Our “toys” are useful in inspiring us to think in different ways and opening our worlds to new ways of being, but there is an important distinction between a toy and true life. The problem is that the Internet too often becomes both the toy and the true life, which is what makes it a danger to the future. Bradbury writes books that help the reader imagine fantastic and mysterious possibilities, but he does not claim that they are the end-all and be-all; rather it is up to the reader to take inspiration from his books and use it to do productive things.

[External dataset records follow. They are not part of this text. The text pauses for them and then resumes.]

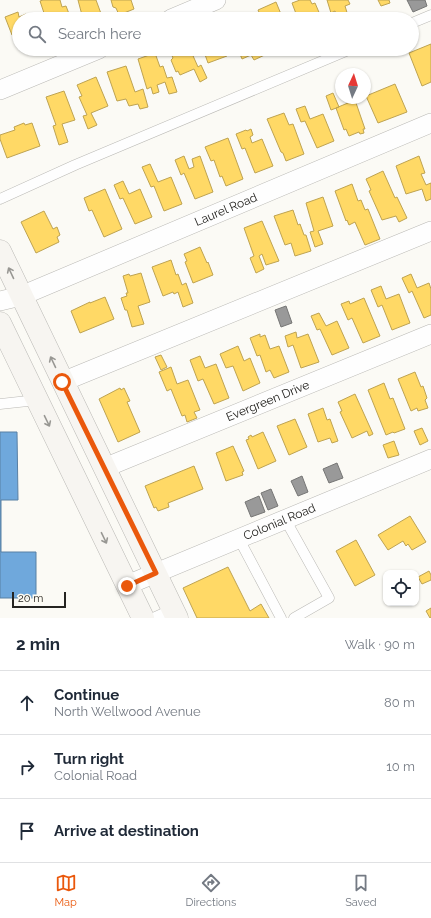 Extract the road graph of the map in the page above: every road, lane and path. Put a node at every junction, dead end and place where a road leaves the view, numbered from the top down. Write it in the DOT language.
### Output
graph roads {
  1 [pos="216,0"];
  2 [pos="188,12"];
  3 [pos="431,16"];
  4 [pos="419,20"];
  5 [pos="82,56"];
  6 [pos="334,56"];
  7 [pos="0,90"];
  8 [pos="431,123"];
  9 [pos="0,199"];
  10 [pos="431,231"];
  11 [pos="0,251"];
  12 [pos="22,296"];
  13 [pos="0,301"];
  14 [pos="0,322"];
  15 [pos="431,334"];
  16 [pos="62,382"];
  17 [pos="37,400"];
  18 [pos="0,404"];
  19 [pos="431,459"];
  20 [pos="104,468"];
  21 [pos="286,519"];
  22 [pos="239,539"];
  23 [pos="156,573"];
  24 [pos="127,586"];
  25 [pos="175,614"];
  26 [pos="143,618"];
  27 [pos="153,618"];
  28 [pos="281,618"];
  29 [pos="294,618"];
  1 -- 2 [label="street"];
  3 -- 4 [label="lane"];
  5 -- 7 [label="street"];
  6 -- 9 [label="lane"];
  8 -- 12 [label="street, Laurel Road"];
  10 -- 16 [label="street"];
  12 -- 11 [label="main road, one-way"];
  12 -- 13 [label="street, Laurel Road"];
  16 -- 12 [label="main road, one-way"];
  14 -- 17 [label="main road"];
  15 -- 20 [label="street, Evergreen Drive"];
  16 -- 20 [label="main road"];
  17 -- 18 [label="lane"];
  17 -- 24 [label="main road, one-way"];
  19 -- 21 [label="street, Colonial Road"];
  20 -- 23 [label="main road"];
  21 -- 22 [label="street, Colonial Road"];
  21 -- 29 [label="lane"];
  22 -- 23 [label="street, Colonial Road"];
  22 -- 28 [label="lane"];
  23 -- 24 [label="street, Colonial Road"];
  23 -- 25 [label="main road"];
  24 -- 26 [label="main road"];
  25 -- 27 [label="lane"];
}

The argument, to me, comes down to the growing influence of media and what it will mean for our society. Media is defined not just as the TV, books and magazines, but also as Twitter, Facebook, texting and YouTube — the new media created by the masses. These forms of media in Bradbury’s opinion are still as much toys as toys ever were, but they are becoming less and less recognizable as toys. The danger is in confusing Facebooking as a real form of social interaction or YouTubeing as a real way to see the world. Just as sitting at home and reading books all day without any real experiences or outside interactions is as much a waste of the human spirit, the uses of this new media are the same.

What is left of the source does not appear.